» **Your goal**: Among the entries below, copy every line that carries the word "محمد".

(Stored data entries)
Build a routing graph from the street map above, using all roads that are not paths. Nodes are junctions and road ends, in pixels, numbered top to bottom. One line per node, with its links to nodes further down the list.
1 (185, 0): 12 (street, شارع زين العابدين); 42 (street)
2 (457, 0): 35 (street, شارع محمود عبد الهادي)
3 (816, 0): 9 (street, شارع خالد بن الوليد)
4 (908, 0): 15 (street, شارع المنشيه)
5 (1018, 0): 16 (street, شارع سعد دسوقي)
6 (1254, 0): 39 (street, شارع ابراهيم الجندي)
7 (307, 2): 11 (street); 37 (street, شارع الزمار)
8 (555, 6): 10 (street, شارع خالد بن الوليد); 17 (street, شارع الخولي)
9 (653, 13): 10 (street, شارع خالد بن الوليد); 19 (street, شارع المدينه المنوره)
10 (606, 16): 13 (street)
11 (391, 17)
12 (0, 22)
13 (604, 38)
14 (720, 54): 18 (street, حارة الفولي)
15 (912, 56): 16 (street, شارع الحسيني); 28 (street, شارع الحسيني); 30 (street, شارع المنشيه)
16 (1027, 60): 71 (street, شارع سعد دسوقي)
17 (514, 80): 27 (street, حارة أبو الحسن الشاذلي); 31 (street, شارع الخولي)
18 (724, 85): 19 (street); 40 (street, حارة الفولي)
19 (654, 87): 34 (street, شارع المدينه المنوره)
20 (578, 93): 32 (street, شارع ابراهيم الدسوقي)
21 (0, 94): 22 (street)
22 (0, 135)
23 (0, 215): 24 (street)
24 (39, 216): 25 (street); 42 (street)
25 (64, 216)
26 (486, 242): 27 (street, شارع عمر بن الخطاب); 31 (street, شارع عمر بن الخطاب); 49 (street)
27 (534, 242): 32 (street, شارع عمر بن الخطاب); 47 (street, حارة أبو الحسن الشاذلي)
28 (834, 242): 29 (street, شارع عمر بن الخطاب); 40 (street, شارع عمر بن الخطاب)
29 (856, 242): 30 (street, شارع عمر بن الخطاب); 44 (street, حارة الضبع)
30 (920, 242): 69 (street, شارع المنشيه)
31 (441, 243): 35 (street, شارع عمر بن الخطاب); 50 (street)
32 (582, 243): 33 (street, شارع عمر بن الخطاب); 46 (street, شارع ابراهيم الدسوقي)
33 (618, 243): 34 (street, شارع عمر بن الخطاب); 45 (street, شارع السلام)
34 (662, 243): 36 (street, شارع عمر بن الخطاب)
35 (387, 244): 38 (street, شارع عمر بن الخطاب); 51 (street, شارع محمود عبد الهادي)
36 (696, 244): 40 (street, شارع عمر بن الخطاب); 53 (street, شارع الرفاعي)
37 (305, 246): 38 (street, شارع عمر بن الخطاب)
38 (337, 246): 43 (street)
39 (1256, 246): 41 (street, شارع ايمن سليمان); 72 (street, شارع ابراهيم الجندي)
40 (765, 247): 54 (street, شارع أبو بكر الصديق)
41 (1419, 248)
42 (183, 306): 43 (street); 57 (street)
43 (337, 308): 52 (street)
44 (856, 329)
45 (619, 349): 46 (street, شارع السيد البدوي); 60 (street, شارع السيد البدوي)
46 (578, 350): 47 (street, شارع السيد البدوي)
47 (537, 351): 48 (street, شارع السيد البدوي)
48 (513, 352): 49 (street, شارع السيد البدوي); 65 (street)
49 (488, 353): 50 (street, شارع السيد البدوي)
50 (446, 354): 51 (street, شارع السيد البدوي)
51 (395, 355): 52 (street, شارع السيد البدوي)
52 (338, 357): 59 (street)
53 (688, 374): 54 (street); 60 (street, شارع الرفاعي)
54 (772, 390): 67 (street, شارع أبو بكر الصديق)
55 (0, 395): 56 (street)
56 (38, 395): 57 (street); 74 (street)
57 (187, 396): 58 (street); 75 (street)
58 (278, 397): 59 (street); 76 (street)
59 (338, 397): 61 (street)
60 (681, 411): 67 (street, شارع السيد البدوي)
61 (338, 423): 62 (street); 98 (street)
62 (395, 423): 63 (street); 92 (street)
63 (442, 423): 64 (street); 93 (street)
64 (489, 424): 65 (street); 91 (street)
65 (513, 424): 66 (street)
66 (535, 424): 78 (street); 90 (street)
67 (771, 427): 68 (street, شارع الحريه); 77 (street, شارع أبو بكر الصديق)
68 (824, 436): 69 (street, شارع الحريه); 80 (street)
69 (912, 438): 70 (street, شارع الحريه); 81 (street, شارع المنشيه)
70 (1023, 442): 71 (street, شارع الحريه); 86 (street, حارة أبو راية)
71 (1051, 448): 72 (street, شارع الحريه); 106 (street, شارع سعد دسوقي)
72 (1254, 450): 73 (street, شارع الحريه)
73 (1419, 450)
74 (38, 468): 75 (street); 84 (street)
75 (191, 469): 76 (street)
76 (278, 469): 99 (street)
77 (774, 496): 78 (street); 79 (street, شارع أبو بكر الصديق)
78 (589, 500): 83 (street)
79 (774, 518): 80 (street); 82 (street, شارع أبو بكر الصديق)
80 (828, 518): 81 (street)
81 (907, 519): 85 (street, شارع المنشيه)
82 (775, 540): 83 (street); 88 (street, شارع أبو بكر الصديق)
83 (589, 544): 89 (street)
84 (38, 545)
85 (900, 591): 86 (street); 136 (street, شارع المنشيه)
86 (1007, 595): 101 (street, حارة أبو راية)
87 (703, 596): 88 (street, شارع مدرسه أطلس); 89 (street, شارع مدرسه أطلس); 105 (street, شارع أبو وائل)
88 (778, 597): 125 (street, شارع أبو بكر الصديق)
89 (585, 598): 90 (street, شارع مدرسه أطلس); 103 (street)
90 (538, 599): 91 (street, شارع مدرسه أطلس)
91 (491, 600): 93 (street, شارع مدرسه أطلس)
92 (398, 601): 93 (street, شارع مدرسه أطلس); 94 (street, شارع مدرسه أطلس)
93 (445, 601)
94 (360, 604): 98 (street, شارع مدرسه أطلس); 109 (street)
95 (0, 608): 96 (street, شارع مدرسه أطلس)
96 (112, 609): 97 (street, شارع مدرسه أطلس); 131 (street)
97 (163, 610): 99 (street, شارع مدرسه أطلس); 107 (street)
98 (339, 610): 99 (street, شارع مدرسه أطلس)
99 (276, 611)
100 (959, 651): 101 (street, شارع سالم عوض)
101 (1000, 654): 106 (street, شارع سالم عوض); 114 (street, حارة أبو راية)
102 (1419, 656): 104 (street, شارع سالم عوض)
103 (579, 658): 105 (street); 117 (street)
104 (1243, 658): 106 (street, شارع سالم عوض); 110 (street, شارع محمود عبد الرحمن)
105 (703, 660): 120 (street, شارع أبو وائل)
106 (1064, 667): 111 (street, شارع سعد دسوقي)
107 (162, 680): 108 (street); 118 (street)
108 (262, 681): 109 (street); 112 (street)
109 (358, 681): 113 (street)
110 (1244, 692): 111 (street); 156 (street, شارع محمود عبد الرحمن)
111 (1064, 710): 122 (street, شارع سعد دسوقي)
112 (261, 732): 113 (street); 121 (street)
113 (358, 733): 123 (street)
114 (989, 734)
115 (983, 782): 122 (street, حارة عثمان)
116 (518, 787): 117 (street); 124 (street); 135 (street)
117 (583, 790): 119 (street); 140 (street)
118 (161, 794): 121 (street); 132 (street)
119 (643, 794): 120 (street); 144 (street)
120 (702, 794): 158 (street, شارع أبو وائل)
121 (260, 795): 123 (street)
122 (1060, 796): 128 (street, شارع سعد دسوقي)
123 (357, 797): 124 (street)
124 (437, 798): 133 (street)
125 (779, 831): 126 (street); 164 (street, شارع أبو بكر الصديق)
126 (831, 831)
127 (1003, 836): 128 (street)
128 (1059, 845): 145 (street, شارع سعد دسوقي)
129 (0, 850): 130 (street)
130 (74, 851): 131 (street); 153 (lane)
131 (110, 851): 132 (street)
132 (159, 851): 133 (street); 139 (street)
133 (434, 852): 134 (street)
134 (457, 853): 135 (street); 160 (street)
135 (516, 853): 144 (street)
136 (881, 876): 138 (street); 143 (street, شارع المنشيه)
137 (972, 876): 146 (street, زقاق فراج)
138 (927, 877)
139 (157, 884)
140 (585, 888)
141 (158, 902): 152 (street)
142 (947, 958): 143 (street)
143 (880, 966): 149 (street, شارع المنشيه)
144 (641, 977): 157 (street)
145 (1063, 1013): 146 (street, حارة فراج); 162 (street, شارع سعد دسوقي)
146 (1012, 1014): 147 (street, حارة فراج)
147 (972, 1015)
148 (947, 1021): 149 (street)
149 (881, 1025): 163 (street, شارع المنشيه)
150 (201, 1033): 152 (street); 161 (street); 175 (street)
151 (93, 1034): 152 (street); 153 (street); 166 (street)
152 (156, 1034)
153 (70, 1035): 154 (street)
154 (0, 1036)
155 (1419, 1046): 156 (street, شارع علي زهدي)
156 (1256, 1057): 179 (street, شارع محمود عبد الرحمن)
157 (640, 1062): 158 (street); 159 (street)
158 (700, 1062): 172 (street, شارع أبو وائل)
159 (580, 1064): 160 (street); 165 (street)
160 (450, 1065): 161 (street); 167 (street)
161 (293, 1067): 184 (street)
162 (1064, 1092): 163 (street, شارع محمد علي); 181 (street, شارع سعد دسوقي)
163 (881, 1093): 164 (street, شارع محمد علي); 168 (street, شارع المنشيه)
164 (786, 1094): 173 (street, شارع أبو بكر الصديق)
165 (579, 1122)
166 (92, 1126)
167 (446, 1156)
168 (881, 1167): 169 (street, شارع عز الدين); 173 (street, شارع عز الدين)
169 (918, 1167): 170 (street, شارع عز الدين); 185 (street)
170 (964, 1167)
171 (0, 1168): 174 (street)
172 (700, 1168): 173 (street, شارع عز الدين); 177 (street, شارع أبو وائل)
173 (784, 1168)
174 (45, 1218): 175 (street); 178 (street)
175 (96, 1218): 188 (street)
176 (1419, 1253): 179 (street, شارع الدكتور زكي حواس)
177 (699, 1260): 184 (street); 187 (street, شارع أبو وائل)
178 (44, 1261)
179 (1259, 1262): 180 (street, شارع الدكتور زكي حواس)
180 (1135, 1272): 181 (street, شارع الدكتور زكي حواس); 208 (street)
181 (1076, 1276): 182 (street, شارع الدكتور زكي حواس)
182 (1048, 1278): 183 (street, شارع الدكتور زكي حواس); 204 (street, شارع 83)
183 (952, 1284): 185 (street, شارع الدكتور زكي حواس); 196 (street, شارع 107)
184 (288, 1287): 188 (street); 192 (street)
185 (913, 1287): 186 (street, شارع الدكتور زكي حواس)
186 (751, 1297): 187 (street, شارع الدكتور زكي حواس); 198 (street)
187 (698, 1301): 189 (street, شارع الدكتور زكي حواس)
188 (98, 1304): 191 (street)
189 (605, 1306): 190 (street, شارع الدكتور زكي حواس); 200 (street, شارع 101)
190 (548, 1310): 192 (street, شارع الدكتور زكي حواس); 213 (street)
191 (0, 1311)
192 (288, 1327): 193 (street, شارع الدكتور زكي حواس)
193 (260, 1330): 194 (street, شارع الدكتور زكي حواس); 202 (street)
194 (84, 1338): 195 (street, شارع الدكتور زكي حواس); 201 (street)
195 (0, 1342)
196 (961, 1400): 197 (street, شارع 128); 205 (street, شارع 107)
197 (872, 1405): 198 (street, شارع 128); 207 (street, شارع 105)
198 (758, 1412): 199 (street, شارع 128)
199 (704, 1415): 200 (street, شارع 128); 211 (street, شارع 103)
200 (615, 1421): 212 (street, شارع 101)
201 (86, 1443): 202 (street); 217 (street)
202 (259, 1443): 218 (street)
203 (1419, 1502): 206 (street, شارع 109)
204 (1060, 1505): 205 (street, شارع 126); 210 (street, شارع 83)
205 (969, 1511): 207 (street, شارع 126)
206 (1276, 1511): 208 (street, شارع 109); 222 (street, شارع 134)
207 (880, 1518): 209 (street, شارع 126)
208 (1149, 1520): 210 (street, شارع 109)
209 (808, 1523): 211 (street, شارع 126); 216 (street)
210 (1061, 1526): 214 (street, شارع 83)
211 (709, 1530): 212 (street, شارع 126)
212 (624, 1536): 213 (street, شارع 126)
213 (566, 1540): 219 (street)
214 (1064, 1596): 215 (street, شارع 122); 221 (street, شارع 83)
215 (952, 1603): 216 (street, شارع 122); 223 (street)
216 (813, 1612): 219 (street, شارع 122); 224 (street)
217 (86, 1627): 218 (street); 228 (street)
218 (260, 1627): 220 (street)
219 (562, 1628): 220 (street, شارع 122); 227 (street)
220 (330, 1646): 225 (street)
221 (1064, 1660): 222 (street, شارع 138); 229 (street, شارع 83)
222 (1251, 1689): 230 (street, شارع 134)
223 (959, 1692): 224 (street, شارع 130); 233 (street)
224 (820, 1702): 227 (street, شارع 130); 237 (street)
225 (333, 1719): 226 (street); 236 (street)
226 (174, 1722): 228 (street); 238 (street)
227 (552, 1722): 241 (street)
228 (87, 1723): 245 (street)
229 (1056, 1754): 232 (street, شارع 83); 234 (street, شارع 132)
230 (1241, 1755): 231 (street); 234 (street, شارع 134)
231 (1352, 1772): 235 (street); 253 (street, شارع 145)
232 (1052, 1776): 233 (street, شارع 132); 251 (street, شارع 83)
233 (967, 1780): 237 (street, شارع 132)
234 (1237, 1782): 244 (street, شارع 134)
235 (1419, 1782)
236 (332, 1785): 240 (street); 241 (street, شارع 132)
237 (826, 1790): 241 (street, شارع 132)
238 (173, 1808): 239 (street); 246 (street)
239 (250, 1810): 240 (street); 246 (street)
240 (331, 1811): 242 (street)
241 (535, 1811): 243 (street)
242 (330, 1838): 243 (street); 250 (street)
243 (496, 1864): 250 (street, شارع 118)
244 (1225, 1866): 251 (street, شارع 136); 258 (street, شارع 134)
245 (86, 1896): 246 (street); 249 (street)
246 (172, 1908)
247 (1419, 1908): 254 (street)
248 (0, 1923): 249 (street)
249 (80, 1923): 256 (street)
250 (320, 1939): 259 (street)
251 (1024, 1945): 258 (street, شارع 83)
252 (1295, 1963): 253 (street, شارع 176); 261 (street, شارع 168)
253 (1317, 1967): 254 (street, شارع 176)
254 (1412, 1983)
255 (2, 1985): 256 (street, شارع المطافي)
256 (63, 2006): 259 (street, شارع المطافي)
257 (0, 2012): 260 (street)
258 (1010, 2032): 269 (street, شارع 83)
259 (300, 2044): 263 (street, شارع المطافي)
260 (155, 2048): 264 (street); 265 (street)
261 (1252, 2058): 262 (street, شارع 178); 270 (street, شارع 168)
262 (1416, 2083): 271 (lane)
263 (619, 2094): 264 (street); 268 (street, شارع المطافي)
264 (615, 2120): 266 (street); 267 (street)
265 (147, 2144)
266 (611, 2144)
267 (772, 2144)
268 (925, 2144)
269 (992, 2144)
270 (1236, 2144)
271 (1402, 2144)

» **Written solution**:
162 (1064, 1092): 163 (street, شارع محمد علي); 181 (street, شارع سعد دسوقي)
163 (881, 1093): 164 (street, شارع محمد علي); 168 (street, شارع المنشيه)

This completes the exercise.